Work order. Go over the records and count each line that has the string "Answer". Give the number and nothing else.

Material provided.
▬▬▬▬▬▬▬▬▬▬

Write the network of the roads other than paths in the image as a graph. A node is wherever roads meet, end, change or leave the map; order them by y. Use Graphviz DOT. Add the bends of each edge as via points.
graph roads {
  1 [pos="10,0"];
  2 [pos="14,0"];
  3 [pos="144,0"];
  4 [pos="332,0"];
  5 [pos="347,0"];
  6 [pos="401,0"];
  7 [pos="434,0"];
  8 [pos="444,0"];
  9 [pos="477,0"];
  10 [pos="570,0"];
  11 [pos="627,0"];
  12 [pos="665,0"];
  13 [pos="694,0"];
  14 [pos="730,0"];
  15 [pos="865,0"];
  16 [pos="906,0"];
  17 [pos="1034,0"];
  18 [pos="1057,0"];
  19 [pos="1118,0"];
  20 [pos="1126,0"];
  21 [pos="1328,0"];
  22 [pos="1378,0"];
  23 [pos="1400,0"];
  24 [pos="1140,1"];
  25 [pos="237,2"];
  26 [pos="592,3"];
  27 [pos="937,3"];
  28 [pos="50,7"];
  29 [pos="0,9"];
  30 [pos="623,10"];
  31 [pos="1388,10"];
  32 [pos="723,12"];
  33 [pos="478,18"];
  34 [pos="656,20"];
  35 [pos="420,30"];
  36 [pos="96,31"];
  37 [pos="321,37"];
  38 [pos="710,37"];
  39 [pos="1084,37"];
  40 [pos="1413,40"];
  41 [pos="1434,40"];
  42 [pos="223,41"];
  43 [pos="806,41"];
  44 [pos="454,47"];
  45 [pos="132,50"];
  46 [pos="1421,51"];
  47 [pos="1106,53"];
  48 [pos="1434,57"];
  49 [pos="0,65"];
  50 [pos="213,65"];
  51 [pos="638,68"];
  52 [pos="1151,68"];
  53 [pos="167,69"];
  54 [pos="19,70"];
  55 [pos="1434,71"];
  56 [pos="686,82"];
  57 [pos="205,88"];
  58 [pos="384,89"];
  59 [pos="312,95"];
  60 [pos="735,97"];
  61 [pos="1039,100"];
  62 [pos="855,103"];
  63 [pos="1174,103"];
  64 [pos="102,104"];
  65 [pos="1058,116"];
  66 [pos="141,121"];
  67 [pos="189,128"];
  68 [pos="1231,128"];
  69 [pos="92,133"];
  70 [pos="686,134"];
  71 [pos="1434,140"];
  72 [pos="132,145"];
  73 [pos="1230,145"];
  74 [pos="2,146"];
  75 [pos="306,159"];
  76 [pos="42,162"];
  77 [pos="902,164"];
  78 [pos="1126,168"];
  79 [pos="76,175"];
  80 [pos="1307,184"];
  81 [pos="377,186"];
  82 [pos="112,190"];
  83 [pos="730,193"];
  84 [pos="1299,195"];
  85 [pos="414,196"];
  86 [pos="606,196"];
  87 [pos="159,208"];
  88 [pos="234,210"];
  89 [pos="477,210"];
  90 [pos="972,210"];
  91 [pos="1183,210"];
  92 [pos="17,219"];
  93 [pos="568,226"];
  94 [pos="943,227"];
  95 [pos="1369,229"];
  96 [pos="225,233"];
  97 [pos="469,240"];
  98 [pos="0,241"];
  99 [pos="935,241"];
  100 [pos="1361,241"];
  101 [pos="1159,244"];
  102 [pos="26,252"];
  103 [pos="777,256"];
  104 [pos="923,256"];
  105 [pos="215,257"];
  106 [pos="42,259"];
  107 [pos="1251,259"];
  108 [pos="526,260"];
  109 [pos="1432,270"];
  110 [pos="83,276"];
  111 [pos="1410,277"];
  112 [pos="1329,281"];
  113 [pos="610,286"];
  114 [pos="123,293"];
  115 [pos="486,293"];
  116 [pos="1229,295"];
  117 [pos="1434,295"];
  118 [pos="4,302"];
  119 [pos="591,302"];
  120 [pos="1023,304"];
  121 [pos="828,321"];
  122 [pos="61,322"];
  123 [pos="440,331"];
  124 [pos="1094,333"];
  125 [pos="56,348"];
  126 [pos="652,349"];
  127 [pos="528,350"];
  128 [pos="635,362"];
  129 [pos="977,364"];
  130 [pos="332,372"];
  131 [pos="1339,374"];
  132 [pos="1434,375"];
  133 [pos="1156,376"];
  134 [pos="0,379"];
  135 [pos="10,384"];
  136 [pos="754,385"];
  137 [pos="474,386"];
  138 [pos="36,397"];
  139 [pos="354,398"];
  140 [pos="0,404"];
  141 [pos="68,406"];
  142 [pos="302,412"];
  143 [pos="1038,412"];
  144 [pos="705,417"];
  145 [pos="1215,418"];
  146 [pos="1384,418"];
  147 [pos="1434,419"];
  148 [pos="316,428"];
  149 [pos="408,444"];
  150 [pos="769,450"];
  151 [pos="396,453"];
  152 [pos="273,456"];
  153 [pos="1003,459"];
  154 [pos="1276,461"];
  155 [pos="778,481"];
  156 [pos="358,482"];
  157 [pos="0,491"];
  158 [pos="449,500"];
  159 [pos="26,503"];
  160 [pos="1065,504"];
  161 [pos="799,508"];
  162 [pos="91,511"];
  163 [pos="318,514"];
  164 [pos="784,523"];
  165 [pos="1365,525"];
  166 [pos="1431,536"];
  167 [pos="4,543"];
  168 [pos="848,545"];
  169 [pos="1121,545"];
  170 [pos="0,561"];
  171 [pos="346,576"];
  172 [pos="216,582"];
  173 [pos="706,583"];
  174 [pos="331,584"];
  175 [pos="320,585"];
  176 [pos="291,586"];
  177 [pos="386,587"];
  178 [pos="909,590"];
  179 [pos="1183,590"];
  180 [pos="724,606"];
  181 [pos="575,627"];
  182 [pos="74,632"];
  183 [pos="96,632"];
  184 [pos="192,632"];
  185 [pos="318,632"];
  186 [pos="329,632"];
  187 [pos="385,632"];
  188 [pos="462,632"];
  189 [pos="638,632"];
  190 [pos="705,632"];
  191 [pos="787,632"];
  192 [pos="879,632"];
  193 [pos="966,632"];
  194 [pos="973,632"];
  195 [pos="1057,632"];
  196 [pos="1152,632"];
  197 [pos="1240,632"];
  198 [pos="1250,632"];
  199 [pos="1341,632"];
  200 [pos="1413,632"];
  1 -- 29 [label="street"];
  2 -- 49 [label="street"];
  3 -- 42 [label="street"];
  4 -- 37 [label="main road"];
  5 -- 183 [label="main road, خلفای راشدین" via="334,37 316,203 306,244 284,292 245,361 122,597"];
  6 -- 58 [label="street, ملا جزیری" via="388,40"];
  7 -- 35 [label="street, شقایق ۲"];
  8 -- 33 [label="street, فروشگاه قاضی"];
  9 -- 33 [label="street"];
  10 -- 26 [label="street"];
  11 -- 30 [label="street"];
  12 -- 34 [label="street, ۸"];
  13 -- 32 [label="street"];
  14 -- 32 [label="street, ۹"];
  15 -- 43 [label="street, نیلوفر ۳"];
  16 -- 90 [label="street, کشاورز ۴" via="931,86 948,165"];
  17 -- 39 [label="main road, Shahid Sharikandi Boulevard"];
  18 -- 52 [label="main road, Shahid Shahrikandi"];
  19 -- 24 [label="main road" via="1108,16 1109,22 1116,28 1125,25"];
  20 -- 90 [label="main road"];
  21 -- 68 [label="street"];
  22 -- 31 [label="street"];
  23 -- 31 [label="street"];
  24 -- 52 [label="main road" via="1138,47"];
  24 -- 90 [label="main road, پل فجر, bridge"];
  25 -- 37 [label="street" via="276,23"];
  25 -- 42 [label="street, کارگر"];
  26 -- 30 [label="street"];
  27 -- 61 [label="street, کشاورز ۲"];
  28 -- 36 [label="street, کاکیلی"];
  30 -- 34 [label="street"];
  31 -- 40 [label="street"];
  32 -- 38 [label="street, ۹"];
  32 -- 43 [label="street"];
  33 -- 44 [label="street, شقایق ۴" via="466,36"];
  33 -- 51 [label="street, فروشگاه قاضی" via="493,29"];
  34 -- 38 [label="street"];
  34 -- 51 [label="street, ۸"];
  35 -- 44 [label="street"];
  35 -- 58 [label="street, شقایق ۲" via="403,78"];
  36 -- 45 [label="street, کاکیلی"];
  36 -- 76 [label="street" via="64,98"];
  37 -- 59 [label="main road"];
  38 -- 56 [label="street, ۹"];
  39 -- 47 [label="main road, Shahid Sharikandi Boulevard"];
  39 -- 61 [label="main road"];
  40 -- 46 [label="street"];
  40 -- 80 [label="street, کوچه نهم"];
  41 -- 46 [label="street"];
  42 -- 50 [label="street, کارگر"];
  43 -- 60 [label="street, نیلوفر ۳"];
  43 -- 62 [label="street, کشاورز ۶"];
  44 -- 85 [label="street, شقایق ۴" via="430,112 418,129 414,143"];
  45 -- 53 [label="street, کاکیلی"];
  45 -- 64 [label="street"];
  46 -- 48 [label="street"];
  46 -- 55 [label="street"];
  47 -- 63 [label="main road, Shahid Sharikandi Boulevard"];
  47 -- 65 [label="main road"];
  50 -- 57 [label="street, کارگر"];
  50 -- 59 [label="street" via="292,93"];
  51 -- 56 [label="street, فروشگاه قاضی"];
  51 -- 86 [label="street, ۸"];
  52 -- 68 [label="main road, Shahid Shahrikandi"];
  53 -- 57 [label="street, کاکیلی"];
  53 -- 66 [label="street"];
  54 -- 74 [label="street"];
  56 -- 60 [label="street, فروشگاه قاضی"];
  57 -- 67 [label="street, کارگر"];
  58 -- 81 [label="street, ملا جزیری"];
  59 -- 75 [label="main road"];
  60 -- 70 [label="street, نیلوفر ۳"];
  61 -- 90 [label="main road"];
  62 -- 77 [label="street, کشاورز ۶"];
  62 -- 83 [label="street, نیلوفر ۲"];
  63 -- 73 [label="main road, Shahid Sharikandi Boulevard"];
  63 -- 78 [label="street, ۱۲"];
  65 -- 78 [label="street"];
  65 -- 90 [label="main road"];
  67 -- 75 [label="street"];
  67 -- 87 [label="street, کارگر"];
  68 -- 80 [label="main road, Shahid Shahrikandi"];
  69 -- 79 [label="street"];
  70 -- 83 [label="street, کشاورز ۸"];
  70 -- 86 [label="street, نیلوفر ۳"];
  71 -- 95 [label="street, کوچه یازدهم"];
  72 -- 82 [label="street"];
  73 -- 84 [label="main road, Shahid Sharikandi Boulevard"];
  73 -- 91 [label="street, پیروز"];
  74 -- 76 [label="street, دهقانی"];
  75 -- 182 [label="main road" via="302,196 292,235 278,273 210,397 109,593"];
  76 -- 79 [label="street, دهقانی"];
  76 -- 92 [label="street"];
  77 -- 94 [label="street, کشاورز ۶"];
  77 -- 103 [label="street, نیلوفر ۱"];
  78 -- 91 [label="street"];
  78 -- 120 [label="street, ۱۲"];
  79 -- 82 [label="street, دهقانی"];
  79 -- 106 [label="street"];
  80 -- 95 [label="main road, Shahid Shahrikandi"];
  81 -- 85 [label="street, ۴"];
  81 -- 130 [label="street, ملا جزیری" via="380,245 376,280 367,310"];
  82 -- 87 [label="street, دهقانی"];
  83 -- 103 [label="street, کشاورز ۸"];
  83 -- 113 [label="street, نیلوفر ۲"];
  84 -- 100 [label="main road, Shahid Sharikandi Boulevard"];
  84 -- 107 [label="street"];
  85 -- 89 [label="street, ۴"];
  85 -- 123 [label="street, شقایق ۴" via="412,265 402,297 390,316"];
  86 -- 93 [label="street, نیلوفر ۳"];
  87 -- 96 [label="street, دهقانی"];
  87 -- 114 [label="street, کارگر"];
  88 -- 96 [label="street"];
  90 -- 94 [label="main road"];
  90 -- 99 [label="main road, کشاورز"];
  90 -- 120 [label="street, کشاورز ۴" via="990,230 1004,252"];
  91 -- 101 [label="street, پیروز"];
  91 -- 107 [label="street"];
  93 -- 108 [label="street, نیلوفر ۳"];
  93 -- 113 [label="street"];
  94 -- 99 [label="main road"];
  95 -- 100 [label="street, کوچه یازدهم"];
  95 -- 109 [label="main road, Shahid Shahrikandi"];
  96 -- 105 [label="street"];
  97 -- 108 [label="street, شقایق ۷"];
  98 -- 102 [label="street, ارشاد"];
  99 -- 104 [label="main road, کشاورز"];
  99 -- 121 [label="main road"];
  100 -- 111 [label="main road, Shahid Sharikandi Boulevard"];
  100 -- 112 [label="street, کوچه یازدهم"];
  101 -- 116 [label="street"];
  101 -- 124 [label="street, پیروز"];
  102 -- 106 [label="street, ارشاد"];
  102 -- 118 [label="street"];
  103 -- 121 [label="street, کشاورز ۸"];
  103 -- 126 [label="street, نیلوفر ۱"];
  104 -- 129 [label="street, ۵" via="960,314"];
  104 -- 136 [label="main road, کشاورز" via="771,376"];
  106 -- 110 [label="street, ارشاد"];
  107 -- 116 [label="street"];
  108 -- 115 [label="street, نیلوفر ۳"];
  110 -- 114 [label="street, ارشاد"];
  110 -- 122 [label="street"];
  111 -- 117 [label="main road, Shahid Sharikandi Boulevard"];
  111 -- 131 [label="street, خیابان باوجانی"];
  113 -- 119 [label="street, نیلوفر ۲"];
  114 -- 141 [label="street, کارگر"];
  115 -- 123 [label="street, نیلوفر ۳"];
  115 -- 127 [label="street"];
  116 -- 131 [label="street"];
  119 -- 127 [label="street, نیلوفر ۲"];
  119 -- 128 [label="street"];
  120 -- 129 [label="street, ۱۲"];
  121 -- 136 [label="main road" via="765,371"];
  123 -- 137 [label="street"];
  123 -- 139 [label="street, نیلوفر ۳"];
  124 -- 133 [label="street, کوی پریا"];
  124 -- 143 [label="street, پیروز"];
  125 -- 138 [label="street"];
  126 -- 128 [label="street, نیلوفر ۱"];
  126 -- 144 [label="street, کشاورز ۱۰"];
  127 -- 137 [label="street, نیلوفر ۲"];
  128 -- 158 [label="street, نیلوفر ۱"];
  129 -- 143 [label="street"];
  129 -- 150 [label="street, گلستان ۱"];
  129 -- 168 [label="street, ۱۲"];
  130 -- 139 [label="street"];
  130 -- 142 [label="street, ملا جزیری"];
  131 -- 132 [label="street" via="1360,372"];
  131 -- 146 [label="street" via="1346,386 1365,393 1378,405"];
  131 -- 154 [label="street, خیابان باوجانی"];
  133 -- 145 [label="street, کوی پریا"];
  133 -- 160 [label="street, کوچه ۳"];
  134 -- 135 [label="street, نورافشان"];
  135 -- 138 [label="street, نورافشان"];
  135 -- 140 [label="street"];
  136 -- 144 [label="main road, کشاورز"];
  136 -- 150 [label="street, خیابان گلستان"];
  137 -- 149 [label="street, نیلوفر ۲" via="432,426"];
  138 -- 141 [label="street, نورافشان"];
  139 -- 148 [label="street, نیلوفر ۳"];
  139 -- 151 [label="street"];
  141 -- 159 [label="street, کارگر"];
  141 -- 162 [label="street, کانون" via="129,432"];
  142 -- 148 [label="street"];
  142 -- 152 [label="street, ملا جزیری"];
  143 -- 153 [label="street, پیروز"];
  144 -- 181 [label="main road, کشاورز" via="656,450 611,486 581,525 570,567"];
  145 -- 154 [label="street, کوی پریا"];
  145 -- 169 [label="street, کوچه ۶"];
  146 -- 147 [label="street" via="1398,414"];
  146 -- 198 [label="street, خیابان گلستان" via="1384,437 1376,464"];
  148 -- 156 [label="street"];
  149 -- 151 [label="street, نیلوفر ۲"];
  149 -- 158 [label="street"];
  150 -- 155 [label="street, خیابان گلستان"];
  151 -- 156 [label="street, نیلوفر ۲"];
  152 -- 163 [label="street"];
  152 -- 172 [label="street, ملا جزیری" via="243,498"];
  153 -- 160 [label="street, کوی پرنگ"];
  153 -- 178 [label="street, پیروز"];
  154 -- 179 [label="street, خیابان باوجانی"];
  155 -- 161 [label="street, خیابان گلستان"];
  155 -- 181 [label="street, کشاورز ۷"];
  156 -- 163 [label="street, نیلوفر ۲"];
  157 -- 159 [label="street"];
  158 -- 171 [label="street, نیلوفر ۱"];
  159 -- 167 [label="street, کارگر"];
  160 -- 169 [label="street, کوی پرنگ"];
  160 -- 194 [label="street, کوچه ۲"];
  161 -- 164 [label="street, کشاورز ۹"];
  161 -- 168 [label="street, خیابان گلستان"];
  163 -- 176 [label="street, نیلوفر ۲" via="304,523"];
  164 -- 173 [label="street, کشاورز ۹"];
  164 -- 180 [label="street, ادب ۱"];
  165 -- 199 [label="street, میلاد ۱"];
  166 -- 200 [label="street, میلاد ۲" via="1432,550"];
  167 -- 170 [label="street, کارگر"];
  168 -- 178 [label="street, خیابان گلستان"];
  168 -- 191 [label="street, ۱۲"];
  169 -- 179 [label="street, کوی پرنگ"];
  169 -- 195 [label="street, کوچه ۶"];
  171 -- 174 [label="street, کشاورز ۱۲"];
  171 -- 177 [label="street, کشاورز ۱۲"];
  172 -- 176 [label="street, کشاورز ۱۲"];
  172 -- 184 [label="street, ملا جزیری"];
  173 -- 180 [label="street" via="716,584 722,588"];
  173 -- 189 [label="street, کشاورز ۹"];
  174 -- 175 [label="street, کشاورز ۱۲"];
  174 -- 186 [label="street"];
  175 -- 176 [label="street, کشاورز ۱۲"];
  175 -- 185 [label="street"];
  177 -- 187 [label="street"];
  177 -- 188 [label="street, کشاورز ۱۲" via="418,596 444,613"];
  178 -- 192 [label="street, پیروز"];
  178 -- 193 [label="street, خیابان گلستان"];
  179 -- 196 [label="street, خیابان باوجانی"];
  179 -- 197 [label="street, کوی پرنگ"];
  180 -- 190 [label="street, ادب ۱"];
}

▬▬▬▬▬▬▬▬▬▬

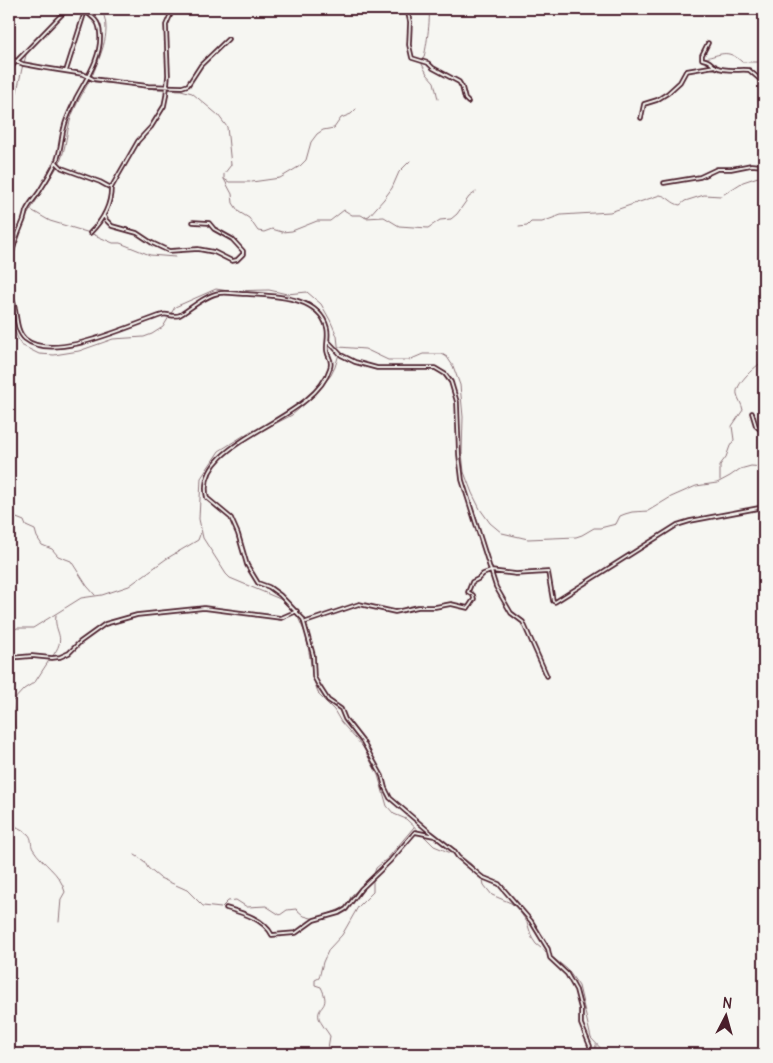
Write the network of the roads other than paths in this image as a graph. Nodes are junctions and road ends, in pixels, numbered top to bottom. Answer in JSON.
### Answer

▬▬▬▬▬▬▬▬▬▬

Reply. 2